Gizelle has decided to launch a make-up formula for women of color. As Karen is more than happy to point out, this isn’t exactly an original idea. But it’s a good excuse for the ladies to go to the Park at 14th nightclub, put on make-up, and absolutely light each other up over the Bethany Beach Incident.
Karen is still steamed that Ashley‘s husband Michael crashed the final hours of their “girls’ weekend” at Michael’s house. Even Gizelle’s make-up won’t solve this fight. Karen introduces her own, decidedly 19th-century solution: asking their men to settle the fight in a game of golf.
“I hope Michael is the more reasonable side of this relationship,” Karen says of a man who once tried to dive into a river during her party.
Kal—Gizelle’s crony, hair stylist, and accomplice in crab murder—bears a silent witness.
Again.But someone is missing from the make-up party. Of course! It’s America’s most at-ease couple…

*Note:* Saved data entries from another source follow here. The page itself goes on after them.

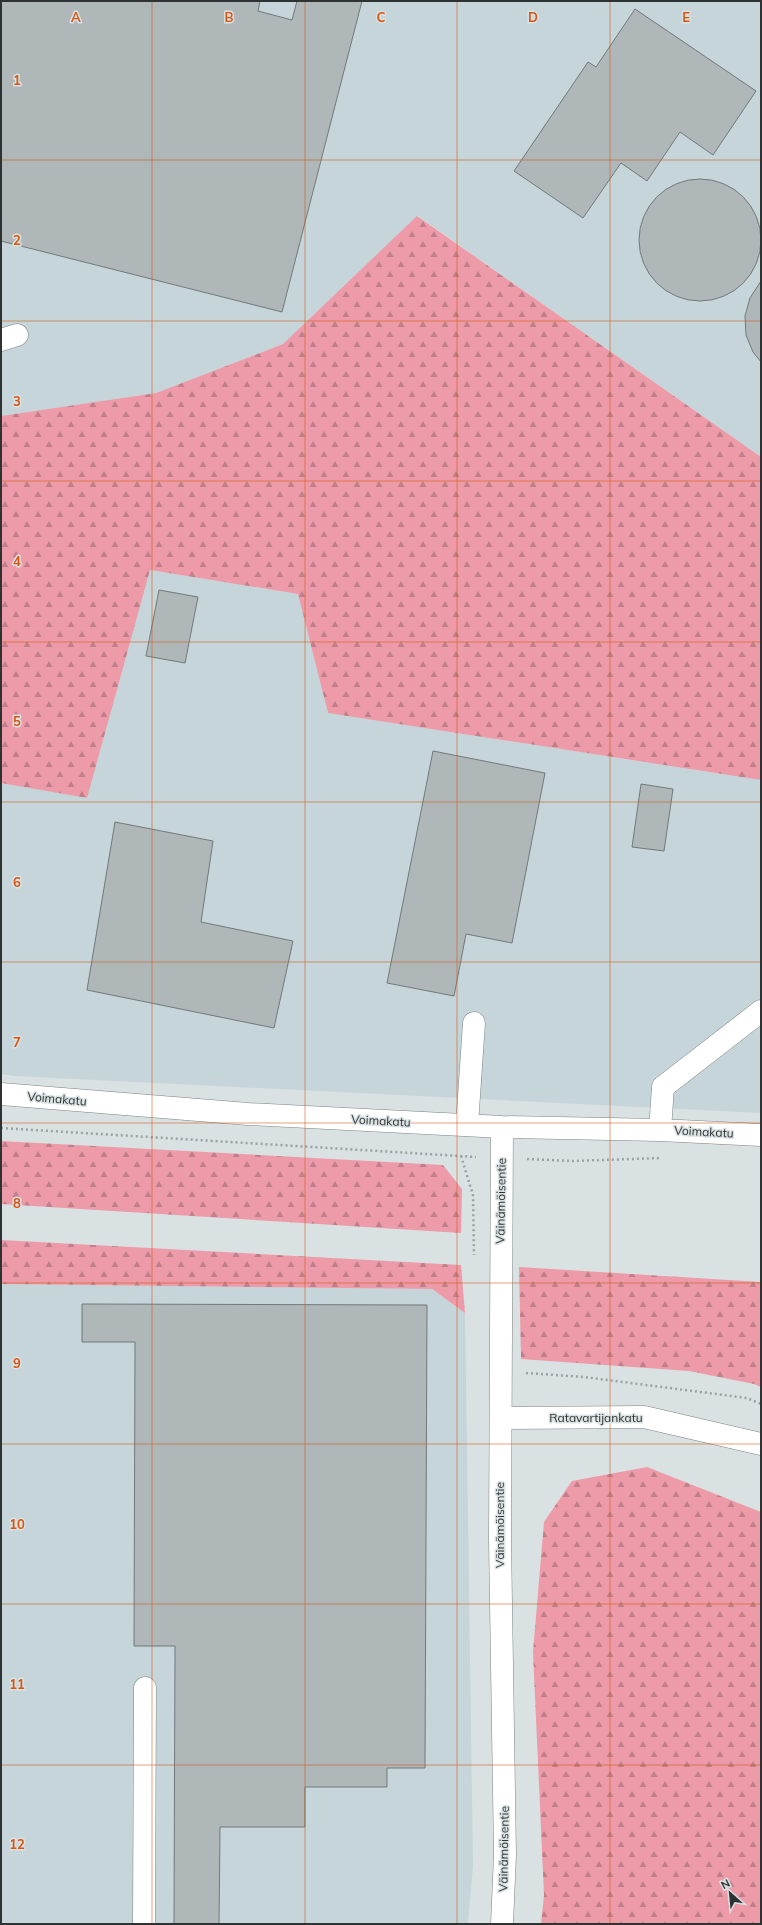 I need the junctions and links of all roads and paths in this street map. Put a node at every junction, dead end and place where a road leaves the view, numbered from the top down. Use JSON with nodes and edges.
{"nodes":[{"id":1,"x":761,"y":1011,"type":"edge"},
{"id":2,"x":474,"y":1023,"type":"dead end"},
{"id":3,"x":1,"y":1094,"type":"edge"},
{"id":4,"x":467,"y":1125,"type":"junction"},
{"id":5,"x":502,"y":1127,"type":"junction"},
{"id":6,"x":1,"y":1128,"type":"edge"},
{"id":7,"x":660,"y":1130,"type":"junction"},
{"id":8,"x":761,"y":1135,"type":"edge"},
{"id":9,"x":461,"y":1156,"type":"junction"},
{"id":10,"x":501,"y":1158,"type":"junction"},
{"id":11,"x":666,"y":1158,"type":"dead end"},
{"id":12,"x":474,"y":1256,"type":"dead end"},
{"id":13,"x":501,"y":1371,"type":"junction"},
{"id":14,"x":761,"y":1404,"type":"edge"},
{"id":15,"x":501,"y":1418,"type":"junction"},
{"id":16,"x":761,"y":1444,"type":"edge"},
{"id":17,"x":145,"y":1688,"type":"dead end"},
{"id":18,"x":144,"y":1924,"type":"edge"},
{"id":19,"x":502,"y":1924,"type":"edge"}],
"edges":[{"from":1,"to":7,"type":"street"},
{"from":2,"to":4,"type":"street"},
{"from":3,"to":4,"type":"street","name":"Voimakatu"},
{"from":4,"to":5,"type":"street","name":"Voimakatu"},
{"from":5,"to":7,"type":"street","name":"Voimakatu"},
{"from":5,"to":10,"type":"street","name":"Väinämöisentie"},
{"from":6,"to":9,"type":"path"},
{"from":7,"to":8,"type":"street","name":"Voimakatu"},
{"from":9,"to":10,"type":"path"},
{"from":9,"to":12,"type":"path"},
{"from":10,"to":11,"type":"path"},
{"from":10,"to":13,"type":"street","name":"Väinämöisentie"},
{"from":13,"to":14,"type":"path"},
{"from":13,"to":15,"type":"street","name":"Väinämöisentie"},
{"from":15,"to":16,"type":"street","name":"Ratavartijankatu"},
{"from":15,"to":19,"type":"street","name":"Väinämöisentie"},
{"from":17,"to":18,"type":"street"}]} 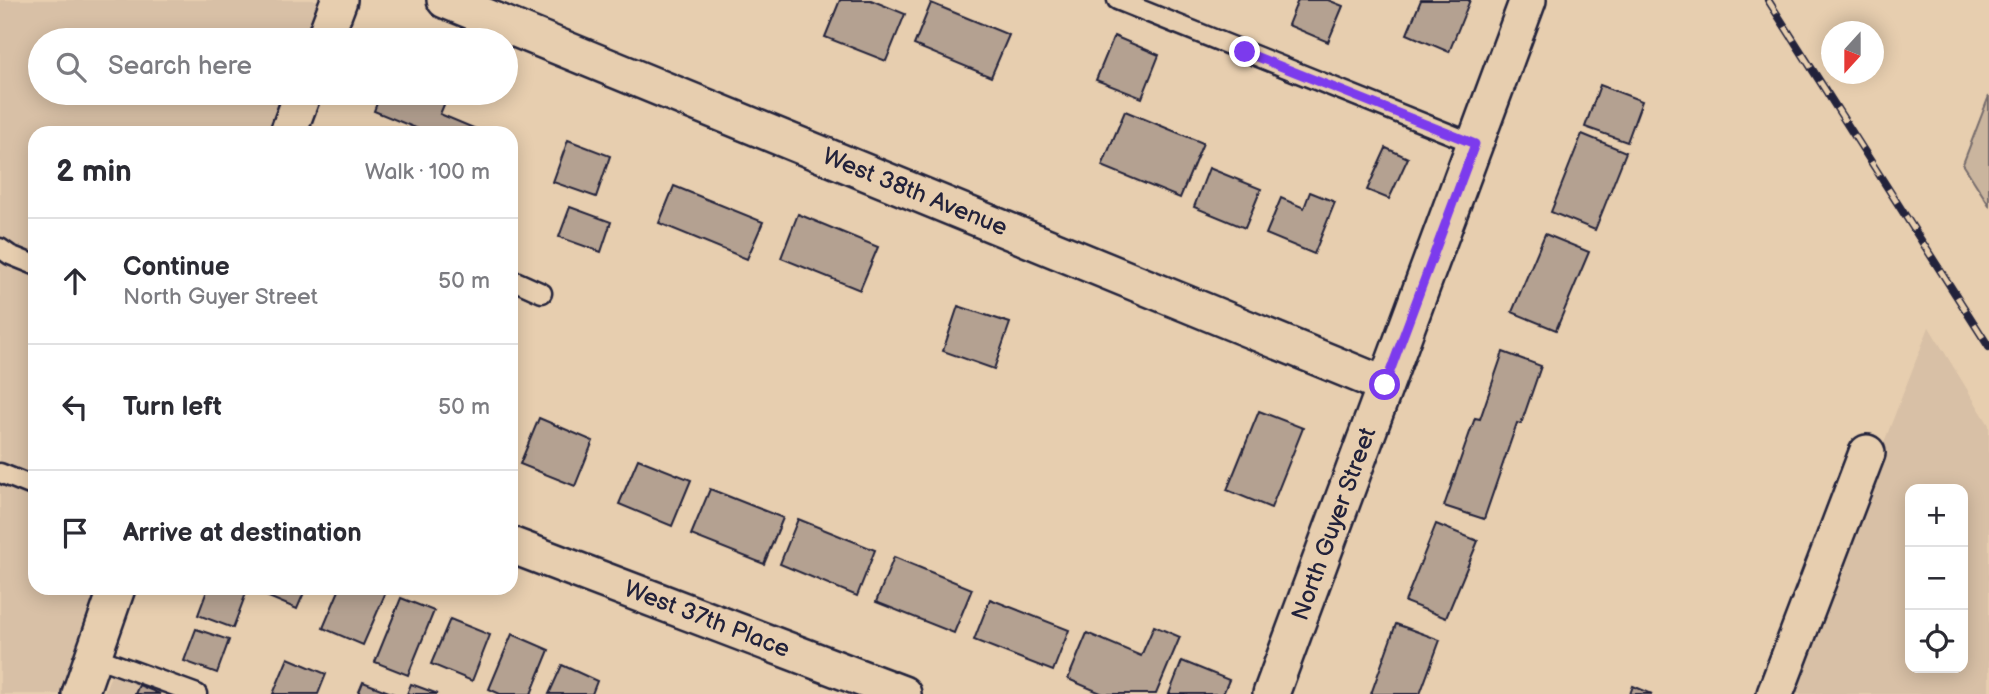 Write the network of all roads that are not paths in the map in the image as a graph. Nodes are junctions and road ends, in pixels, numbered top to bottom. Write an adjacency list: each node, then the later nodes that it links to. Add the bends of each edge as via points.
1 (339, 0): 5 (street)
2 (445, 0): 6 (street, West 38th Avenue)
3 (1117, 0): 10 (lane)
4 (1528, 0): 10 (street, North Guyer Street)
5 (328, 28)
6 (513, 28)
7 (518, 30): 15 (street, West 38th Avenue)
8 (298, 105): 9 (street)
9 (291, 126)
10 (1475, 144): 15 (street, North Guyer Street)
11 (0, 248): 12 (lane)
12 (28, 262)
13 (518, 282): 14 (lane)
14 (542, 293)
15 (1385, 385): 25 (street, North Guyer Street)
16 (1867, 453): 26 (street)
17 (0, 473): 18 (lane)
18 (28, 484)
19 (518, 548): 24 (street, West 37th Place)
20 (115, 595): 21 (street)
21 (93, 656): 22 (street); 23 (lane)
22 (80, 694)
23 (197, 694)
24 (903, 694)
25 (1271, 694)
26 (1775, 694)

Katie and Andrew! On this week’s episode of The Talented Ms. Rost, Katie shelves the delusional idea to raise $100,000 for her not-so-impressive foundation by postponing the party.
“While others are having focus groups to talk about make-up, I’m doing real work,” Katie says.

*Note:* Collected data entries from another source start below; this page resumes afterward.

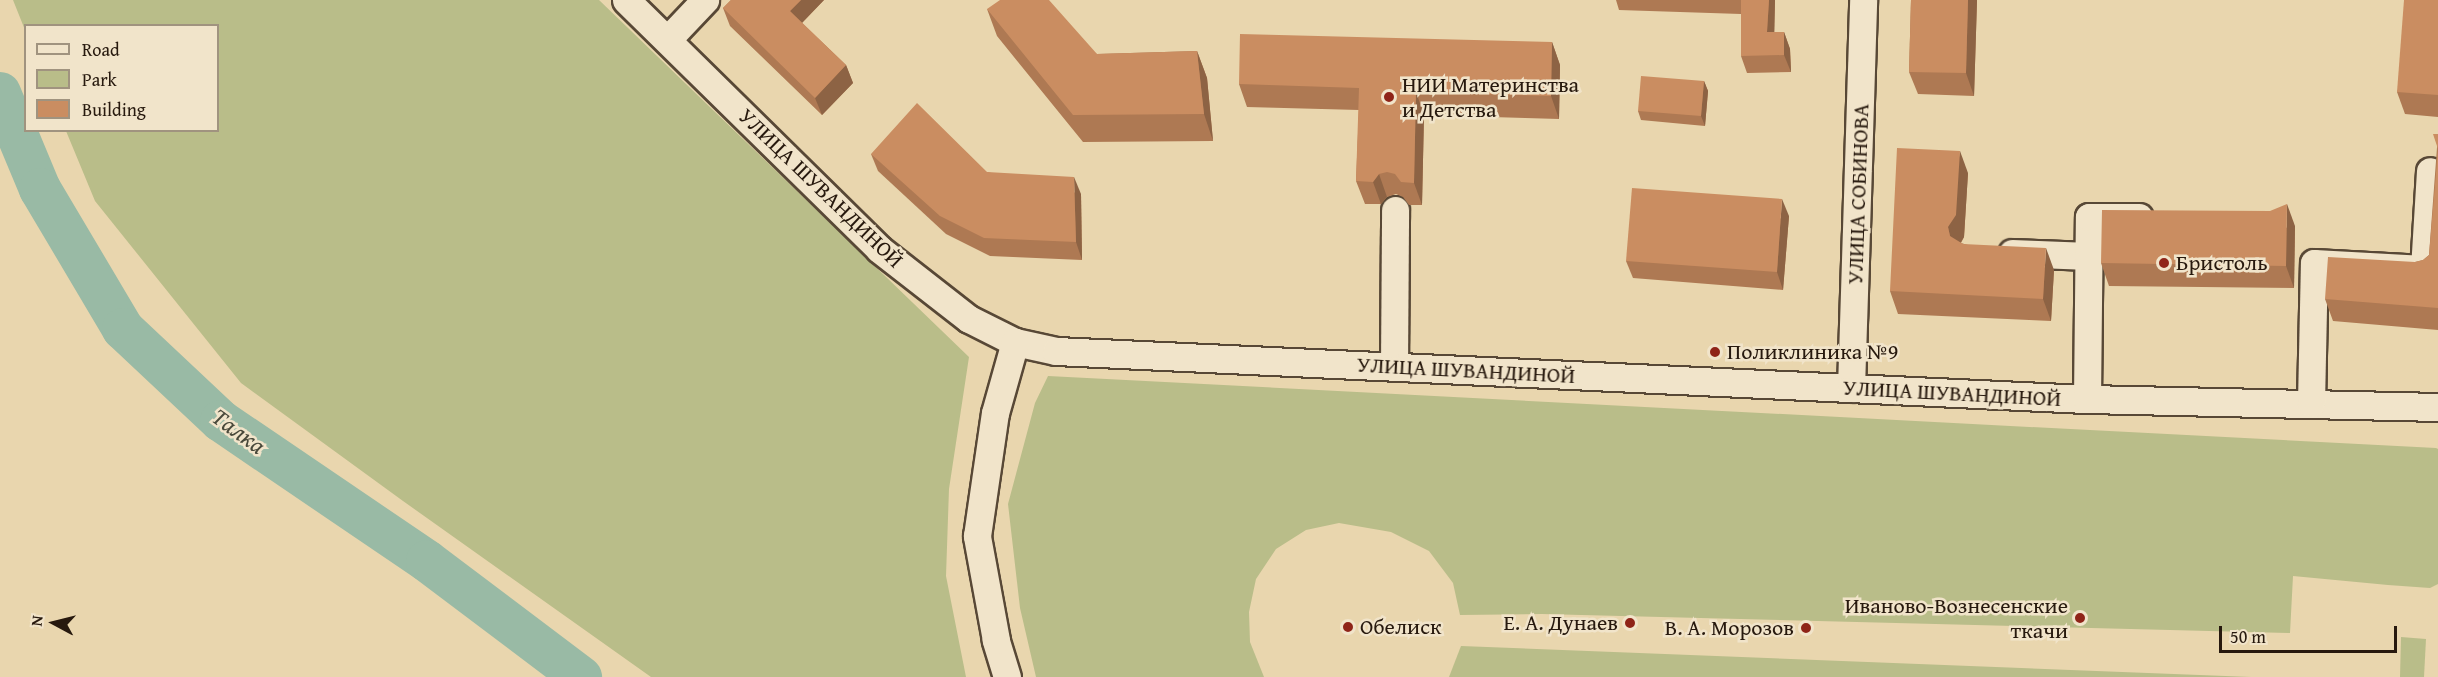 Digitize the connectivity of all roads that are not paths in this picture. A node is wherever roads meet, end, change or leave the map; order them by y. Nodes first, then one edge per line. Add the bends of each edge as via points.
1 (627, 0) edge
2 (705, 0) edge
3 (1863, 0) edge
4 (668, 39) junction
5 (2430, 171) dead end
6 (1395, 210) dead end
7 (2160, 217) edge
8 (1983, 252) edge
9 (2089, 256) junction
10 (1015, 342) junction
11 (1394, 367) junction
12 (1851, 388) junction
13 (2087, 399) junction
14 (2311, 402) junction
15 (2438, 407) edge
16 (1007, 677) edge

1 - 4 street, УЛИЦА ШУВАНДИНОЙ
2 - 4 street
3 - 12 street, УЛИЦА СОБИНОВА
4 - 10 street, УЛИЦА ШУВАНДИНОЙ via 879,249 969,319
5 - 14 street via 2424,269 2314,263
6 - 11 street
7 - 9 street via 2089,217
8 - 9 street
9 - 13 street
10 - 11 street, УЛИЦА ШУВАНДИНОЙ via 1056,351
10 - 16 street via 995,413 977,536 996,640
11 - 12 street, УЛИЦА ШУВАНДИНОЙ
12 - 13 street, УЛИЦА ШУВАНДИНОЙ
13 - 14 street, УЛИЦА ШУВАНДИНОЙ
14 - 15 street, УЛИЦА ШУВАНДИНОЙ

Katie’s “real work” is emceeing a swimsuit fashion show. Also on this episode, Katie assures us that Andrew “definitely holds it down in the bedroom.”
It’s time for the paragraph where I summarize Robyn and Charisse‘s stories. Robyn is still in love with her sort of ex-husband, and it’s weird! Charisse has no similar regrets about her own looming divorce, meanwhile, and has decided that this “new chapter” in her life requires her to finally learn how to swim in her backyard pool.

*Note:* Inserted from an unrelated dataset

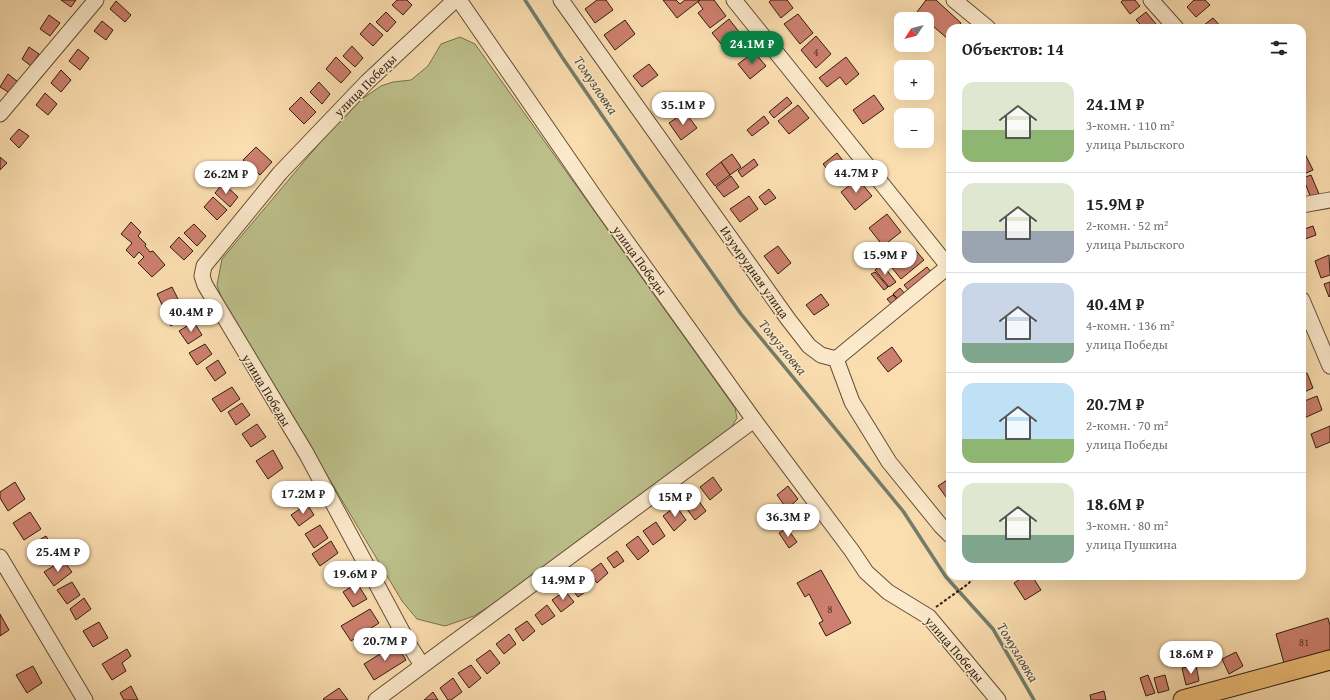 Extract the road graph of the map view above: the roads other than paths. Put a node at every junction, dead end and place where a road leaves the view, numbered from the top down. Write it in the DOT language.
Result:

While Charisse is splashing around, there’s a shark in the Potomac water: Karen! The grand dame of Potomac wants to have a big party to raise money for Alzheimer’s research in honor of her late mother-in-law.
Husband Ray is a stick in the mud—he doesn’t think his mother’s recent death should be an occasion for Karen to show up her frenemies. Karen soldiers through, throwing some truly acid looks at anyone who stands in her way.
Little Karen on the right is Eny, who as Karen’s personal assistant holds both the D.C. area’s most pointless job and its most scrutinized. Here she and Karen react to the news, delivered by a hapless flower salesman, that they can’t have cherry blossoms for the party because they aren’t in bloom.
Eny, who combines the ferocity of Karen with the competence of no one else on this show, insists that they can ship cherry blossoms or something.
“It has to be possible,” Eny says.
They go with roses instead. At the eventual party at Karen’s house, Katie isn’t wowed by its scale.
“I cannot believe that Karen is calling this a gala and that she’s having it in her living room,” Katie says. “I am very unimpressed.”
Sorry, Alzheimer’s patients! Somehow, Katie isn’t even the Housewife who gets on Karen’s nerves. Instead, that honor goes to Ashley, who gripes that Karen doesn’t want Ashley hanging out with her teenage daughter. At least Ray shows up with a huge bottle of champagne.
“That’s what I would do if I was the ‘Black Bill Gates,'” one Housewives enthusiast says of Ray’s magnum. “The real Bill Gates is a fucking nerd.”
Next week, Gizelle’s children demand she gets a boyfriend, apparently unaware of rumored lover Mr. Miami. Michael squeezes Andrew’s butt at a party, somehow setting off yet another Potomac fight about being biracial.
At least we have Ray considering his empty-nester options to look forward to.